WHAT YOU WILL DO
Transcribe each record precisely; images stay out.

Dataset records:
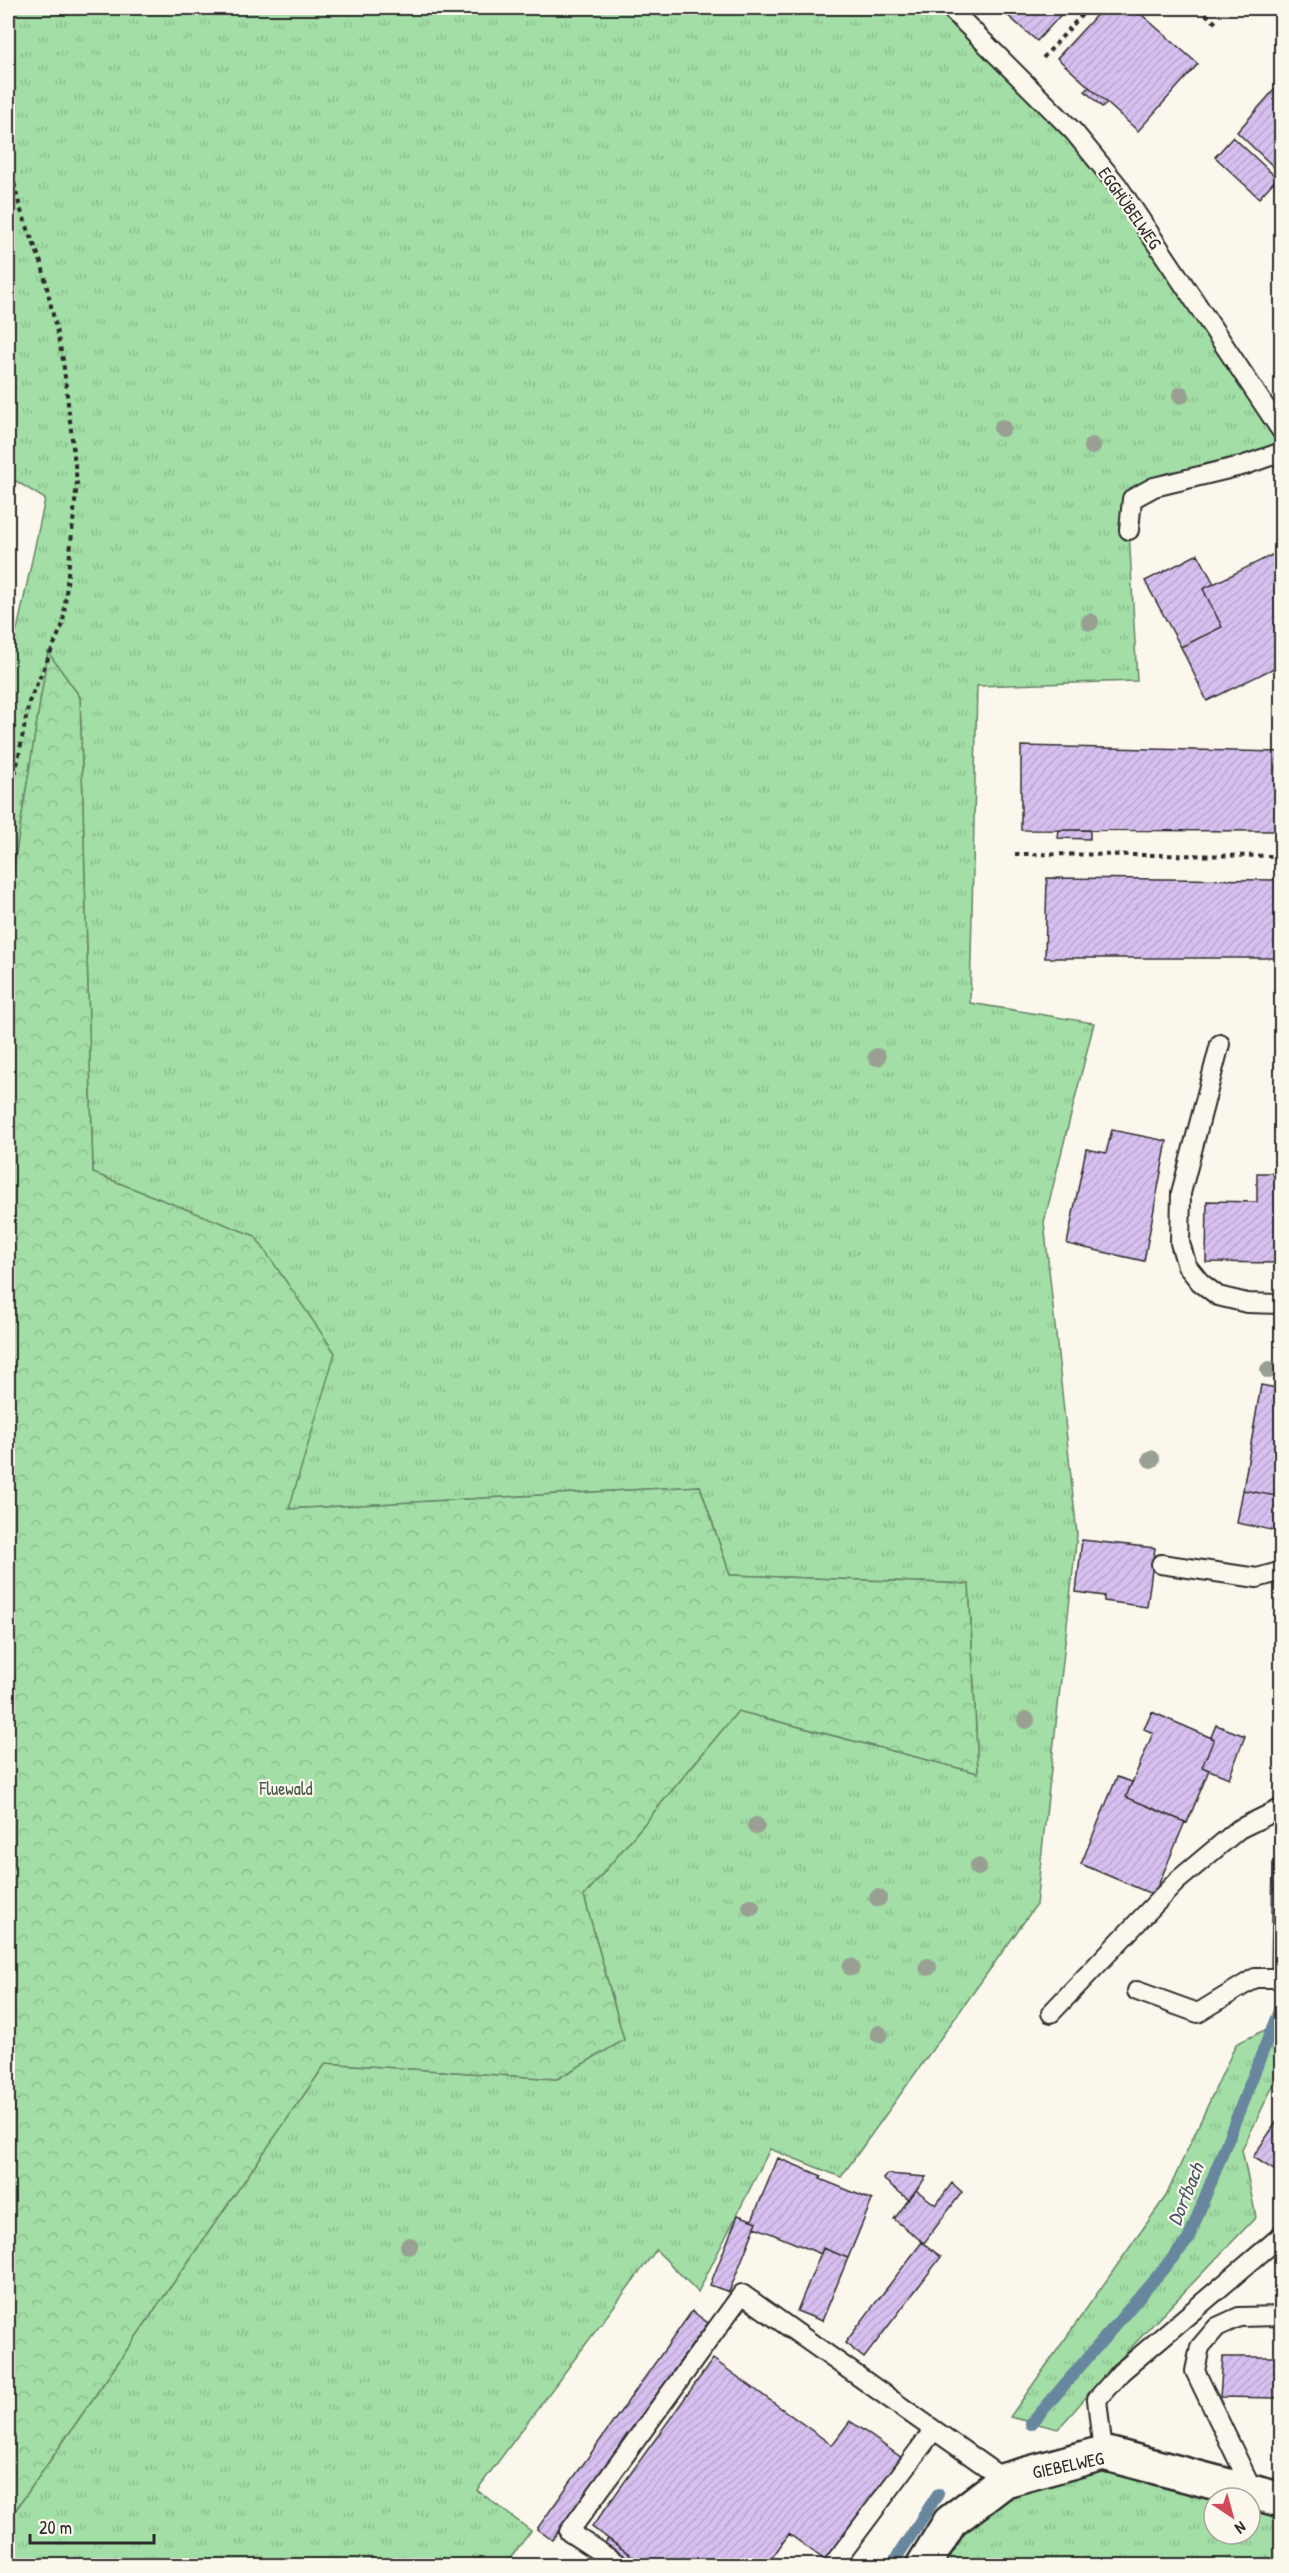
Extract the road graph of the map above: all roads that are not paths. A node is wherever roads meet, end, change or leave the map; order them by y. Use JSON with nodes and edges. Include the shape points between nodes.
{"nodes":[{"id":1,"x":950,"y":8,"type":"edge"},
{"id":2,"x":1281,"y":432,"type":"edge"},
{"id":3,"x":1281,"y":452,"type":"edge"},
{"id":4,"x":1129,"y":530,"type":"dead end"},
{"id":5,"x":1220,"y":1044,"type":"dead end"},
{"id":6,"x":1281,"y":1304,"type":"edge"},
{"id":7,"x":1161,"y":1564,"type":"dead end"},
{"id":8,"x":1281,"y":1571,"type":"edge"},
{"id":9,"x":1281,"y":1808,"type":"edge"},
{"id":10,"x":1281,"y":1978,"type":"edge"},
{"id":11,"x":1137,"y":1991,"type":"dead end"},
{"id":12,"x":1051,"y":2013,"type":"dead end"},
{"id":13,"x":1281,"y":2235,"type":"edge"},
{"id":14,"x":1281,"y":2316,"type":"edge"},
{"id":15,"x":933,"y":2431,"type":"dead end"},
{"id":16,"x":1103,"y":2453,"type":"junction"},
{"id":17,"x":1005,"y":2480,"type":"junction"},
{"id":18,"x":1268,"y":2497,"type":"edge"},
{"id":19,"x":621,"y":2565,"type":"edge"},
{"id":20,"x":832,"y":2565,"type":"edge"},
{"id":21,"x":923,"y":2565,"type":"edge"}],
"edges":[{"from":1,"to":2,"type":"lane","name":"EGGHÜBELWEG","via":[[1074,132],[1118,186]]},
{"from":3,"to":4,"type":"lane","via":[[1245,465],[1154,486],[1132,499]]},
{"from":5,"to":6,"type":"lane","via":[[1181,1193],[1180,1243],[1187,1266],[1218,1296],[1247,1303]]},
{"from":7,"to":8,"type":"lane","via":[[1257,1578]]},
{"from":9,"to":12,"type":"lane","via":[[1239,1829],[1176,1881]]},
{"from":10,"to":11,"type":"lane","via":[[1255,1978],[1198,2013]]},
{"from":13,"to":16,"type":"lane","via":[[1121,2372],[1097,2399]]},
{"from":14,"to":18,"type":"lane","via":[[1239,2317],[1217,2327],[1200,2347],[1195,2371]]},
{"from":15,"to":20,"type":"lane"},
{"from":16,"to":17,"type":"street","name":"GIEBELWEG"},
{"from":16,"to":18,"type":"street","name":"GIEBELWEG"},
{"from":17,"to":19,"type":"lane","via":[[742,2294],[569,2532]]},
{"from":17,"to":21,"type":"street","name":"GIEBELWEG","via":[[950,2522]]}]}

ANSWER TO THIS TASK
Extract the road graph of the map above: all roads that are not paths. A node is wherever roads meet, end, change or leave the map; order them by y. Use JSON with nodes and edges. Include the shape points between nodes.
{"nodes":[{"id":1,"x":950,"y":8,"type":"edge"},
{"id":2,"x":1281,"y":432,"type":"edge"},
{"id":3,"x":1281,"y":452,"type":"edge"},
{"id":4,"x":1129,"y":530,"type":"dead end"},
{"id":5,"x":1220,"y":1044,"type":"dead end"},
{"id":6,"x":1281,"y":1304,"type":"edge"},
{"id":7,"x":1161,"y":1564,"type":"dead end"},
{"id":8,"x":1281,"y":1571,"type":"edge"},
{"id":9,"x":1281,"y":1808,"type":"edge"},
{"id":10,"x":1281,"y":1978,"type":"edge"},
{"id":11,"x":1137,"y":1991,"type":"dead end"},
{"id":12,"x":1051,"y":2013,"type":"dead end"},
{"id":13,"x":1281,"y":2235,"type":"edge"},
{"id":14,"x":1281,"y":2316,"type":"edge"},
{"id":15,"x":933,"y":2431,"type":"dead end"},
{"id":16,"x":1103,"y":2453,"type":"junction"},
{"id":17,"x":1005,"y":2480,"type":"junction"},
{"id":18,"x":1268,"y":2497,"type":"edge"},
{"id":19,"x":621,"y":2565,"type":"edge"},
{"id":20,"x":832,"y":2565,"type":"edge"},
{"id":21,"x":923,"y":2565,"type":"edge"}],
"edges":[{"from":1,"to":2,"type":"lane","name":"EGGHÜBELWEG","via":[[1074,132],[1118,186]]},
{"from":3,"to":4,"type":"lane","via":[[1245,465],[1154,486],[1132,499]]},
{"from":5,"to":6,"type":"lane","via":[[1181,1193],[1180,1243],[1187,1266],[1218,1296],[1247,1303]]},
{"from":7,"to":8,"type":"lane","via":[[1257,1578]]},
{"from":9,"to":12,"type":"lane","via":[[1239,1829],[1176,1881]]},
{"from":10,"to":11,"type":"lane","via":[[1255,1978],[1198,2013]]},
{"from":13,"to":16,"type":"lane","via":[[1121,2372],[1097,2399]]},
{"from":14,"to":18,"type":"lane","via":[[1239,2317],[1217,2327],[1200,2347],[1195,2371]]},
{"from":15,"to":20,"type":"lane"},
{"from":16,"to":17,"type":"street","name":"GIEBELWEG"},
{"from":16,"to":18,"type":"street","name":"GIEBELWEG"},
{"from":17,"to":19,"type":"lane","via":[[742,2294],[569,2532]]},
{"from":17,"to":21,"type":"street","name":"GIEBELWEG","via":[[950,2522]]}]}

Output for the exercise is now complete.